町村国務大臣 調査が全く始まる前から、芳しからざる結果が出た場合どうするかということを想定してお答えするのは、少なくとも現状、不適切だろうと思います。しっかりとした答えが出るような再調査にさせるように最大限努力をしていきたいと思います。

高木(毅)委員 ありがとうございました。終わります。

山本委員長 次に、江田康幸君。

江田(康)委員 公明党の江田康幸でございます。

 本日は、拉致問題について集中的に質問をさせていただきますが、早速質問に入らせていただきたいと思います。

 六月の十一日、十二日に行われました九カ月ぶりの日朝実務者協議を受けまして、北朝鮮が拉致被害者の再調査、また、よど号関係者の送還問題等への協力を約束すれば、それに対応して、日本政府は、人的往来の規制の解除、さらには航空チャーター便の規制解除等制裁の一部解除をする用意があると表明をされました。

 今回の結果につきましては、対話が再開されたことを素直に評価すべきというような声もある一方で、拉致被害者の皆様は、被害者の帰国が実現しない中では事態の進展にはあらずで、この制裁解除は受け入れられるものではないとするような声も聞かれております。国民の反応も一様ではないわけではございます。

 そこで、今回の日朝実務者協議につきまして、まず政府から直接、協議の詳細をお聞きしたいと思いますので、よろしくお願いを申し上げます。

 まず最初に、最も重要な拉致被害者についての再調査についてでございます。

 既に再調査は過去に前例があります。小泉元総理が二回目の訪朝をしたときに、金正日国防委員長は、今までのことを白紙にして再調査をすることを約束いたしました。その後、北朝鮮から提出された横田めぐみさんの遺骨は、DNA鑑定の結果別人のものであることが判明して、ほかに提出された調査結果につきましても書類の不備が見られたわけでございます。

 これらのことを考えると、この再調査の約束が本物であるかどうか、常にこれは日本側にとって疑念が残るわけでございます。拉致被害者家族の方々が今回の合意に対して疑念を抱いているのは、北朝鮮のこうした前例があるからであるかと思います。

 問題は、この再調査の中身であるかと思います。日本側は、生存者の発見、帰国のための調査と明確にしているということでございますが、再調査の具体的内容をしっかりと見きわめていくことが大事かと思います。

 そこで、前回の再調査と今回の再調査というのはどこが違うのか、また再調査の中身についての政府の見解をまずはお伺いしたいと思います。

齋木政府参考人 お答えいたします。

 今回の実務者協議におきまして、私は、北朝鮮側に対して、拉致問題を最終的に解決する気があるのかどうかということから先方の認識をただしたわけでございます。これまで北朝鮮側が行った調査、また二回目の調査、いずれも日本側としては、その調査結果、提示を受けたけれども全く納得していないし、日本側としてはこれを受け入れていないということをはっきり向こうに伝えますとともに、今回向こう側が、拉致問題はまだ解決していないという、認識、立場を変更したわけでございますから、ついてはもう一度やり直すと。そのやり直す調査においては、ぜひともこれは被害者の帰国につながるような形での調査でなくてはいけない、しかもそれが日本側にとって受け入れられるような形の調査でなくてはいけないということを、念押しで先方に対して確認をいたしたわけでございます。

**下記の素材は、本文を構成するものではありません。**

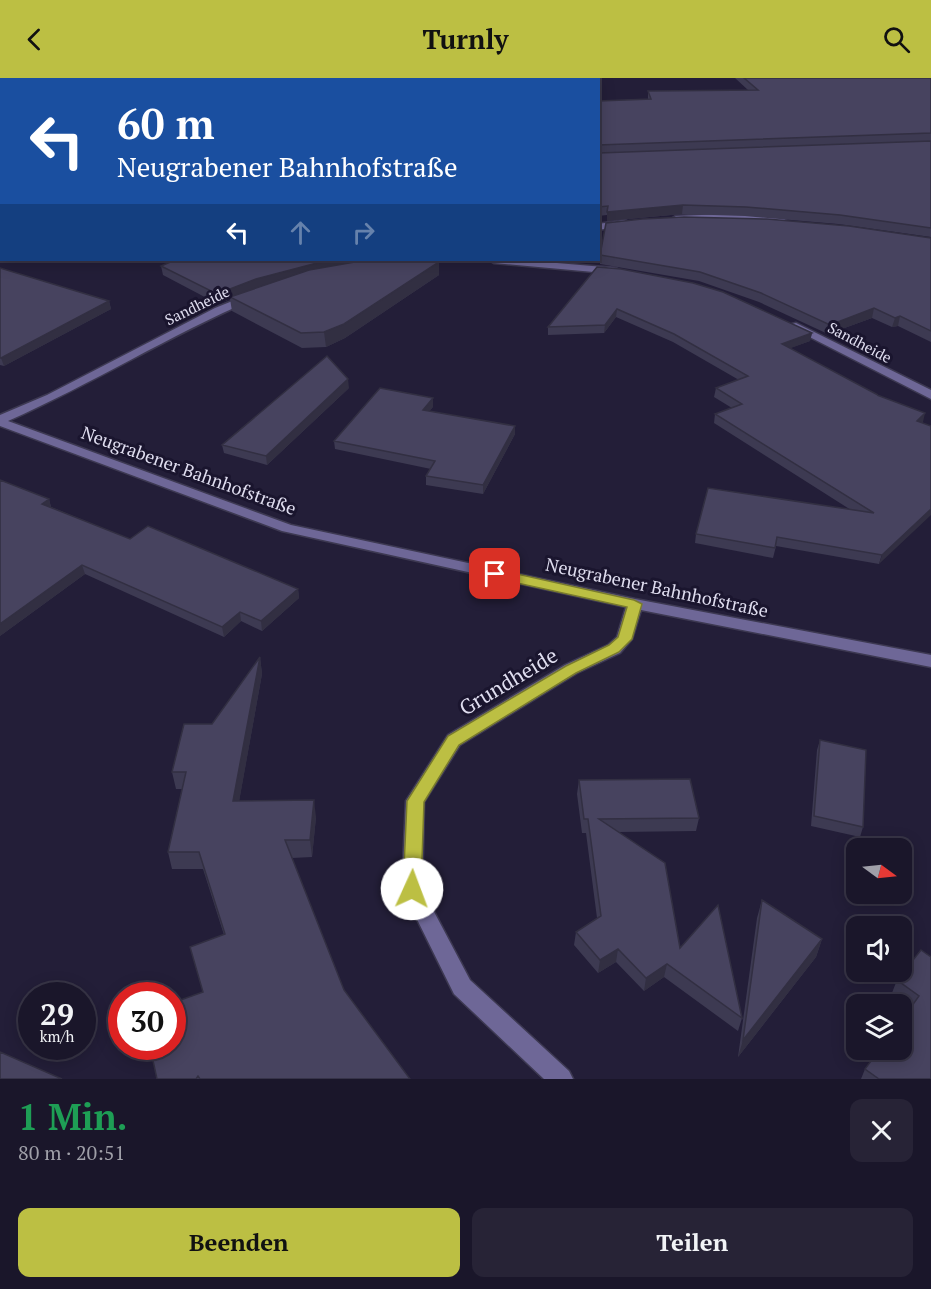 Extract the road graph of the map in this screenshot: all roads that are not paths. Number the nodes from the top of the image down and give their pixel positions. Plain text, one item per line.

 したがって、我々としては、北朝鮮側が日朝関係を本当に前に進める気があるのかどうかということを見るときに、今度行うことになっている調査というものが本当にきちんとした内容の調査になるのかどうかということをよくよく見きわめて判断したいと思っております。

 もちろん、その調査を行うに当たって、日本側として全く一方的に北朝鮮の調査に任せっきりということでなくて、日本としてこういう点についてしっかりと調べてもらいたいということもあわせて先方に対して注文をつけていく、そういう考えでいるわけでございます。

江田(康)委員 続けて、報道によれば、この再調査は北朝鮮側が主導で行うと伝えております。しかし、これでは我々日本人の納得のいく再調査ができるのかどうかは大変疑問であるわけです。今齋木局長も前回の再調査について申されたとおりでございます。

 この調査結果が真実かどうか検証できる仕組みをつくることが重要かと思います。やはり、日本側が何らかの形で実質的に関与するか、または、国連の人権委員会など第三者が入ったこういう合同委員会等を設置して、客観的、合理的に進めないとこれは前の轍を踏むのではないか、そういう気がいたします。

 これについて、そうした見通しを持っていらっしゃるのかどうか、政府にお聞きします。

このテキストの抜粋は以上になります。